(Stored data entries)

◇ ◇ ◇

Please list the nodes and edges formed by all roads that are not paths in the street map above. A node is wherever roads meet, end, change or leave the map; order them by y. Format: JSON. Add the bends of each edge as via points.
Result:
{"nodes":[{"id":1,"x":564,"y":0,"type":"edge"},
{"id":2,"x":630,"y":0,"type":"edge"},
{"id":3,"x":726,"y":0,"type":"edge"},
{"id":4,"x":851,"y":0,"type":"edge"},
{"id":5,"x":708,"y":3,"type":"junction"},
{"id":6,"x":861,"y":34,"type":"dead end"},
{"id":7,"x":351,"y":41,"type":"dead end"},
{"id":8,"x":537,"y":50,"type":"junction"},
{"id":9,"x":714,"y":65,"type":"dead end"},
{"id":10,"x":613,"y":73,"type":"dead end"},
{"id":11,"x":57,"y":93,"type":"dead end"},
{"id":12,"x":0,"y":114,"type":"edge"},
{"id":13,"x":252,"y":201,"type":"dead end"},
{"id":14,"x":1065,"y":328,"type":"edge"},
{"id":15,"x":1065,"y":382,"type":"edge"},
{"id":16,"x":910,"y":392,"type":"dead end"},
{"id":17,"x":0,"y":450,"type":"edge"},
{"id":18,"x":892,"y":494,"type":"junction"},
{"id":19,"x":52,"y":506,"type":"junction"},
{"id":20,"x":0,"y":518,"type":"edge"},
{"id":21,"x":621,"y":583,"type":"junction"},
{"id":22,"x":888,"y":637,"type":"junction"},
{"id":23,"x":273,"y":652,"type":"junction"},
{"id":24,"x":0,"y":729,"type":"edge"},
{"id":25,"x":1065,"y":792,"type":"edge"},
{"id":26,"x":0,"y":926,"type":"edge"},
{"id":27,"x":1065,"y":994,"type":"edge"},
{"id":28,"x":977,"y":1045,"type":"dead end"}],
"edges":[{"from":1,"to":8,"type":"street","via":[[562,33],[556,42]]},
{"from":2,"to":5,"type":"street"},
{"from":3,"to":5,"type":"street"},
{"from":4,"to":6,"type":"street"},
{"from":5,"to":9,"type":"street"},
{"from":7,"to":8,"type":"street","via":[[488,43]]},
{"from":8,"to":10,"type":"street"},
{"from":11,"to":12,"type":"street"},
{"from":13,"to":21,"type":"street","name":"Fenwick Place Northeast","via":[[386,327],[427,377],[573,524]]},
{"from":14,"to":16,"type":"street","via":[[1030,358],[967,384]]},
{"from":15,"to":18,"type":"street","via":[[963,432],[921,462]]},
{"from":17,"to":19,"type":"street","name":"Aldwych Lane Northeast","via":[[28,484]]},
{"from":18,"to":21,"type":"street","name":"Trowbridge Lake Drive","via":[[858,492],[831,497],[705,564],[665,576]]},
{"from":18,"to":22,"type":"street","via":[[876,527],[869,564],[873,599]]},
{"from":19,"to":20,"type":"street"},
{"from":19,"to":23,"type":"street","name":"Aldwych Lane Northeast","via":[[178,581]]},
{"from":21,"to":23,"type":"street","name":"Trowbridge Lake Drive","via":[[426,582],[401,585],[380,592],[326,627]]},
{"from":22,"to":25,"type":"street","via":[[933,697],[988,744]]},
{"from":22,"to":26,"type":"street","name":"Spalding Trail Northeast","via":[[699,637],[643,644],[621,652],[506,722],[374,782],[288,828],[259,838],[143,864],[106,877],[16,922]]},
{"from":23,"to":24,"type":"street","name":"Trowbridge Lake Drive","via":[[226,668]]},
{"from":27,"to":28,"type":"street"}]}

◇ ◇ ◇

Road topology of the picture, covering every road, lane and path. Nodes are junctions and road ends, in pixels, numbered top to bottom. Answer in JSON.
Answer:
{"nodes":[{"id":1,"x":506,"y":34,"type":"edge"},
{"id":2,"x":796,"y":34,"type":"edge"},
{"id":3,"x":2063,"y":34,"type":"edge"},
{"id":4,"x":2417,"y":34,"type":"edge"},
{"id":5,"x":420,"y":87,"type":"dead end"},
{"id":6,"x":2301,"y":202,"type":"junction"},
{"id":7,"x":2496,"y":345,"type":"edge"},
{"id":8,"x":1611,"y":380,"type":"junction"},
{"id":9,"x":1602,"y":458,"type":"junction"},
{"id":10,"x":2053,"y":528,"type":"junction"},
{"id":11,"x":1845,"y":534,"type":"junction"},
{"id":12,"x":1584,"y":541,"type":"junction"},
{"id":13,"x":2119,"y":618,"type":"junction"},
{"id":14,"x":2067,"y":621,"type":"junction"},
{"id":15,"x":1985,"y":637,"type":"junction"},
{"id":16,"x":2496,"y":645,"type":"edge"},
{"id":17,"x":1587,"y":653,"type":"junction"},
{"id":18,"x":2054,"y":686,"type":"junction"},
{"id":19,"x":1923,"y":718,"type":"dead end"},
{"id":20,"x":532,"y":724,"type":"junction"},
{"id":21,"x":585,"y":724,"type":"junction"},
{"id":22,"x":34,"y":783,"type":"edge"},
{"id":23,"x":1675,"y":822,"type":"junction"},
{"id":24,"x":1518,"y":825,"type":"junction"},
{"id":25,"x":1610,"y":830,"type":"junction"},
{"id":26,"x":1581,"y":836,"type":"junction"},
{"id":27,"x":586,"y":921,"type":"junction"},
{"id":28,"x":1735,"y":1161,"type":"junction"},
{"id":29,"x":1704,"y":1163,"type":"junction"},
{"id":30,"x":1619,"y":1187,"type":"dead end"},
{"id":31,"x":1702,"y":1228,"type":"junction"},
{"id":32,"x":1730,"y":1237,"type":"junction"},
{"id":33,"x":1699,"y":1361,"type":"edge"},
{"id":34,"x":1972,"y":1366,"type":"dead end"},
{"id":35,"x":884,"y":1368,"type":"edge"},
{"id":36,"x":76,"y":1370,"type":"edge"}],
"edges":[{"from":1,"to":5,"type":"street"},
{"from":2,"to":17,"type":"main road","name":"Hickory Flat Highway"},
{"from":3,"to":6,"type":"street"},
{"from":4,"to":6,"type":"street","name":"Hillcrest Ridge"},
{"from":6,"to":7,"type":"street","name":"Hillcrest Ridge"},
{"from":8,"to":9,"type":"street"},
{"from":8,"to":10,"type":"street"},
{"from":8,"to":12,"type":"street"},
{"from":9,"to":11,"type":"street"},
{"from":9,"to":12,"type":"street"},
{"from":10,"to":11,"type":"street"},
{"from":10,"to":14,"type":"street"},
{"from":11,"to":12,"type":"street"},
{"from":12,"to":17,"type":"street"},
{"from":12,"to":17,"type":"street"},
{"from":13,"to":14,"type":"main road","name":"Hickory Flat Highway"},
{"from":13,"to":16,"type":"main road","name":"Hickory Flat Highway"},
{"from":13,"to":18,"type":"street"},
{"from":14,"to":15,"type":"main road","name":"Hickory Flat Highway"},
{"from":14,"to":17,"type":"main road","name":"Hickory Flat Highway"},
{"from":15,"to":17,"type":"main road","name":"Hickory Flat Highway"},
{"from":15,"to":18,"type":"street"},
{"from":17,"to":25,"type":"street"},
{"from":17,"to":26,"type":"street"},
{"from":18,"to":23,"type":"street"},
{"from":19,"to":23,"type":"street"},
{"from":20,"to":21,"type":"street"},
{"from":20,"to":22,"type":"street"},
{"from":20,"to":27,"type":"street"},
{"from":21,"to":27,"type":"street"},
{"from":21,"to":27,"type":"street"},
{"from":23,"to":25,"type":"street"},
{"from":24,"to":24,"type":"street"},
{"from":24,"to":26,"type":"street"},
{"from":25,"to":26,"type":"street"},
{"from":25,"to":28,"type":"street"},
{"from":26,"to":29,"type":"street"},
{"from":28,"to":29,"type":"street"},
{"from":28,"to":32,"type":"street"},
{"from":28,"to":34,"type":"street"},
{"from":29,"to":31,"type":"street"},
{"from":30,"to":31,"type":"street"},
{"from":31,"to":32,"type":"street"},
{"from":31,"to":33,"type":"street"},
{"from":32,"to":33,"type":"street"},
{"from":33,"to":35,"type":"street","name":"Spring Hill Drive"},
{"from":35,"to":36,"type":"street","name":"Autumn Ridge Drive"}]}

◇ ◇ ◇

Above are some records. Count the lines among them with the word "Aldwych", and answer with the number only.

Reply to the task:
2